Peg don't get you hopes up too high
I don't know how Cassandra will feel about such a long distance adoption and traveling air cargo. The shelter does have policies on long distance adoptions but I would have to review them. 

someone from the shelter would do an application probably over the phone. One of the shelter policies is that all other pets in the home be spayed and neutered ..obviously this is riduculous for a breeder. 

just try to keep in a neutral state until we know for sure what's going on. 

Ok?

Maureen


----------



## TinysMom (Aug 10, 2008)

That's fine. Maybe keep my offer in the back pocket - in case he stays on the euthanasia list.

If someone could foster him (and they didn't want him flown) - perhaps he could get a ride to ARBA convention in October and then another breeder could transport him back to Texas and I pick him up? A lot of breeders do stuff like that with the ARBA convention....

If I get him - fine. I LOVE mini lops....

If I don't get him - fine. I just hope that maybe if they know someone is interested - it will help him stay alive.


----------



## Luvmyzoocrew (Aug 10, 2008)

ha ha Peg that is too funny what your hubby said about being old and ugly,lol


----------



## myheart (Aug 10, 2008)

So you say this guy is about eight pounds?!!! Does he like to be hugged, cuddled, and smooched-up? 

myheart


----------



## Maureen Las (Aug 10, 2008)

I've been petting his head but he sort of inactive. 
i will start loving himup now that i am fairly sure that he doesn't have mites.
i think that he's been sitting in a cage so long that he's developed the cage bunny personality. he doesn't seem curious.....:?


----------



## TinysMom (Aug 10, 2008)

*myheart wrote: *


> So you say this guy is about eight pounds?!!! Does he like to be hugged, cuddled, and smooched-up?
> 
> myheart


Based upon my experience with my one mini lop - and my other lops....if he isn't a cuddler now - I'm betting he could become one.

Hub (my mini lop) always asked for pets at the cage door. He wasn't overly curious and more laid back - but he was a little love bug....well....a big love bug.

I'm betting you'd really enjoy him....and while I'd love to have him - if you're closer - I'd say "GO FOR IT"...

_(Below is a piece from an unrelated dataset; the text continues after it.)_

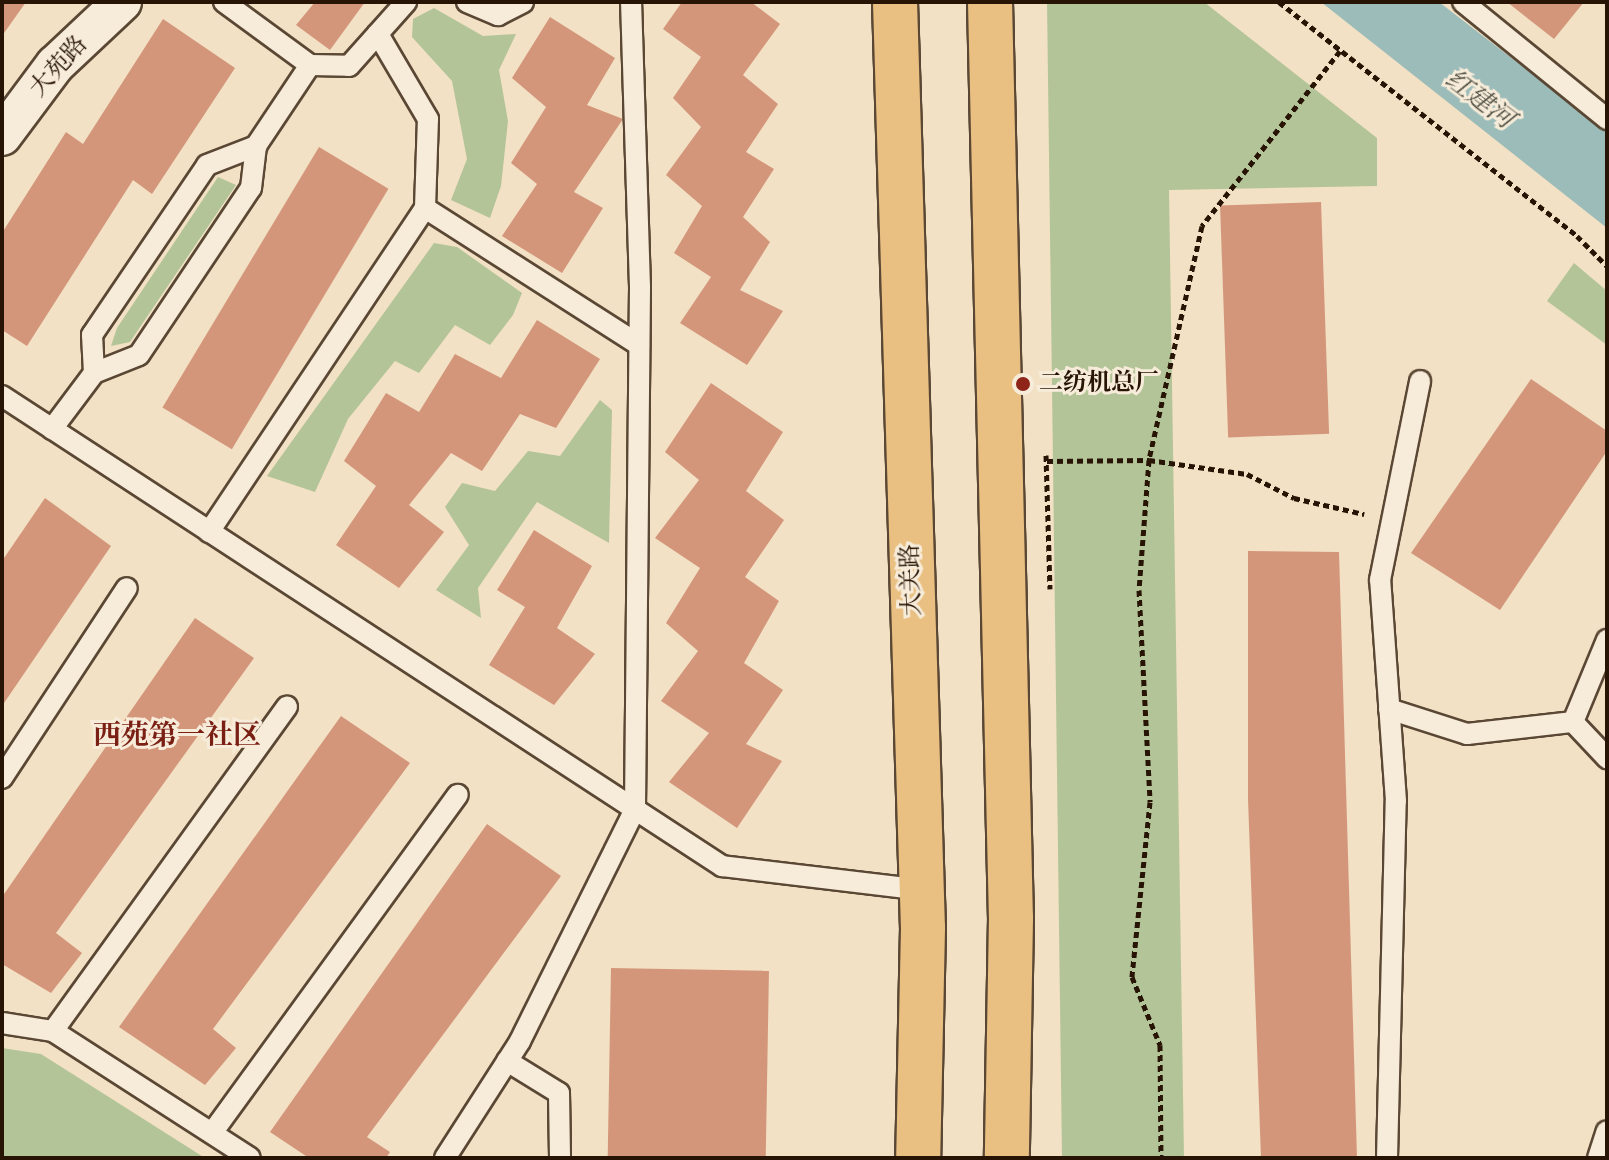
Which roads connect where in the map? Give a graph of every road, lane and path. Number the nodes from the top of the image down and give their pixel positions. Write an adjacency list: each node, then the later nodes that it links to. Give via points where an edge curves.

I do recommend mini lops. Not quite as highly as I recommend flemish giants...but I do recommend them!


----------



## naturestee (Aug 10, 2008)

Not to be a naysayer, but I've met the devil incarnate and she was a spayed mini lop!

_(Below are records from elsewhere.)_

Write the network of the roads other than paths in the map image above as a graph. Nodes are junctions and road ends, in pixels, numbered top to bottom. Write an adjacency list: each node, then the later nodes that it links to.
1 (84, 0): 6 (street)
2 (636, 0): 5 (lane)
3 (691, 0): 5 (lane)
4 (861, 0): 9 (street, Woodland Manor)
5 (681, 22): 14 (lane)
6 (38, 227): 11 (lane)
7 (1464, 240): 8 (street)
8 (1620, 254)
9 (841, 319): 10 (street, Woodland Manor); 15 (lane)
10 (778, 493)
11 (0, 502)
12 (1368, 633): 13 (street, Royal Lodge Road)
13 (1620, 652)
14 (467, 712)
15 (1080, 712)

Although some of the others I've met have been friendly. Cuddly is hard to tell in a scary shelter environment (and they were generally unspayed girls which doesn't help). But like I said before, Angieluv is very good at seeing the potential in rabbits. I'm currently covered in Oberon fur from snuggling the big guy while he's molting.


----------



## TinysMom (Aug 10, 2008)

*naturestee wrote: *


> Not to be a naysayer, but I've met the devil incarnate and she was a spayed mini lop!


Key word in that statement? 

[align=center]SHE

:biggrin2:
[/align]


----------



## myheart (Aug 10, 2008)

*naturestee wrote: *


> I'm currently covered in Oberon fur from snuggling the big guy while he's molting.



When I come down on Saturday for Katie's date, Oberon is coming home with me!!!

You can't keep teasing me with him!!! He...will....be....mine!!!!:duel


----------



## naturestee (Aug 10, 2008)

Nooooo! My Obie! You can have Pete!:biggrin2:


----------



## TinysMom (Aug 10, 2008)

Actually - I thought Oberon had plans to take an extended trip to Texas to meet Zeus and Ori and have a "white bunny get-together". They were going to sneak in lots of craisins...and bananas...and some does (just for company) and they had plans for a photoshoot of the three of them...with the caption "White Bunnies ROCK!"

Well - that was the plan as it was told to me by Splash.....she said Zeus told her all about it and she was trying to figure out if she should tell Tibba. 

:biggrin2:


----------



## myheart (Aug 10, 2008)

*naturestee wrote: *


> Nooooo! My Obie! You can have Pete!:biggrin2:


Stop trying to divert my attention!!!! My Oberon!!!!!


----------



## Maureen Las (Aug 10, 2008)

I see potential in any rabbit that is going to die 
i mean if you lined pete up with a bunch of young rabbits the young rabbits are going to steal your attention. 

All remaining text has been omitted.